I have multiple lists that I need to combine into a list of dictionaries with multiple key value pairs wherein the value could in itself contain a list - so for example:

namesIDs = [1, 2, 3, 4, 5]
namesList = ['jacksparrow', 'aragron', 'harrypotter', 'bilbo', 'einstein']
address = ['addr1', 'addr2', 'addr3', 'addr4', 'addr5']
parentsIDs = [11, 12, 13, 14, 21, 22, 23, 24, 31, 32, 33, 34, 41, 42, 43, 44, 51, 52, 53, 54, 55, 56] 
parentsNames = ['Teague', 'MrsT', 'gPaT', 'gMaT', 'Arathorn', 'Gilraen', 'gPaAg', 'gMaAg', 'James', 'Lily', 'gPaHp', 'gMaHp', 'Bungo', 'Belladona', 'gPaB', 'gMaB', 'Herman', 'Pauline', 'Abraham', 'Helene', 'babyA', 'babyB']

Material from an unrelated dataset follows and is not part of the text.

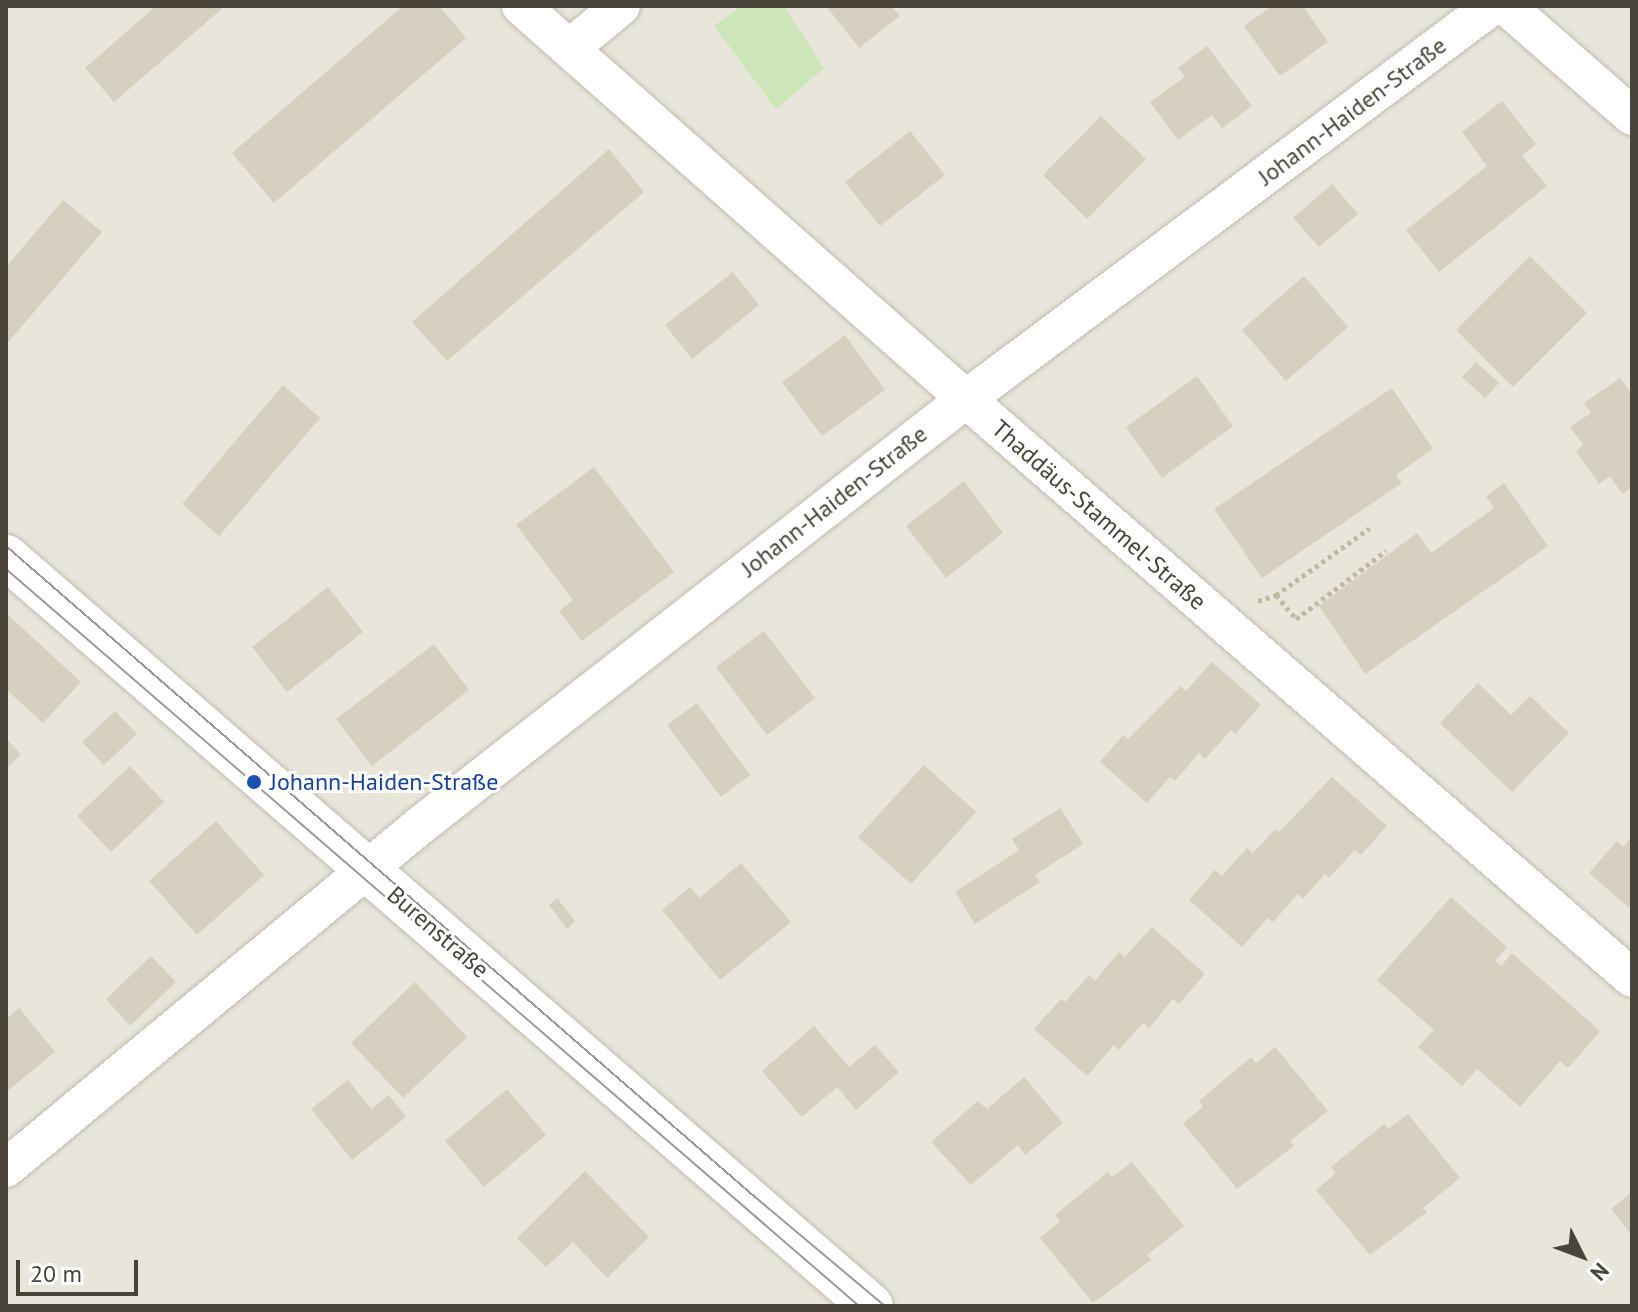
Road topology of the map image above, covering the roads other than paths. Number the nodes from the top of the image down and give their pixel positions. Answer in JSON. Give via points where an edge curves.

The output I'm expecting is:

[{'nameIDs': 1, 'namesList': 'jacksparrow', 'address': 'addr1', 'parentsIDs': [11,12,13,14], 'parentsNames': ['Teague', 'MrsT', 'gPaT', 'gMaT']},
 {'nameIDs': 2, 'namesList': 'aragorn', 'address': 'addr2', 'parentsIDs': [21,22,23,24], 'parentsNames': ['Arathorn', 'Gilraen', 'gPaAg', 'gMaAg']},
 {'nameIDs': 3, 'namesList': 'harrypotter', 'address': 'addr3', 'parentsIDs': [31,32,33,34], 'parentsNames': ['James', 'Lily', 'gPaHp', 'gMaHp']},
 {'nameIDs': 4, 'namesList': 'bilbo', 'address': 'addr4', 'parentsIDs': [41,42,43,44], 'parentsNames': ['Bungo', 'Belladona', 'gPaB', 'gMaB']},
 {'nameIDs': 5, 'namesList': 'einstein', 'address': 'addr5', 'parentsIDs': [51,52,53,54,55,56], 'parentsNames': ['Bungo', 'Belladona', 'gPaB', 'gMaB', 'babyA', 'babyB']}
]

NOTICE the last item parentsIDs/parentsNames are LONGER than the rest. I've tried using zip and dict comprehension but it doens't work/make sense to me. Any help is greatly appreciated!

>>> namesIDs = [1, 2, 3, 4, 5]
>>> namesList = ['jacksparrow', 'aragron', 'harrypotter', 'bilbo', 'einstein']
>>> [dict(zip(('NameID', 'Name'), item )) for item in namesList]
[{'NameID': 'j', 'Name': 'a'}, {'NameID': 'a', 'Name': 'r'}, {'NameID': 'h', 'Name': 'a'}, {'NameID': 'b', 'Name': 'i'}, {'NameID': 'e', 'Name': 'i'}]

EDIT: PLEASE note that parentsIDs and parentsNames might be arbitrarily long and not necessarily be equal to each other in length. Both solutions below yield incorrect answers. I've updated the full expected output to prevent ambiguity.

3 answers

solution1
 1  2021-12-24 05:02:27

You can create list of lists for last 2 lists and then use zip and list_comprehension .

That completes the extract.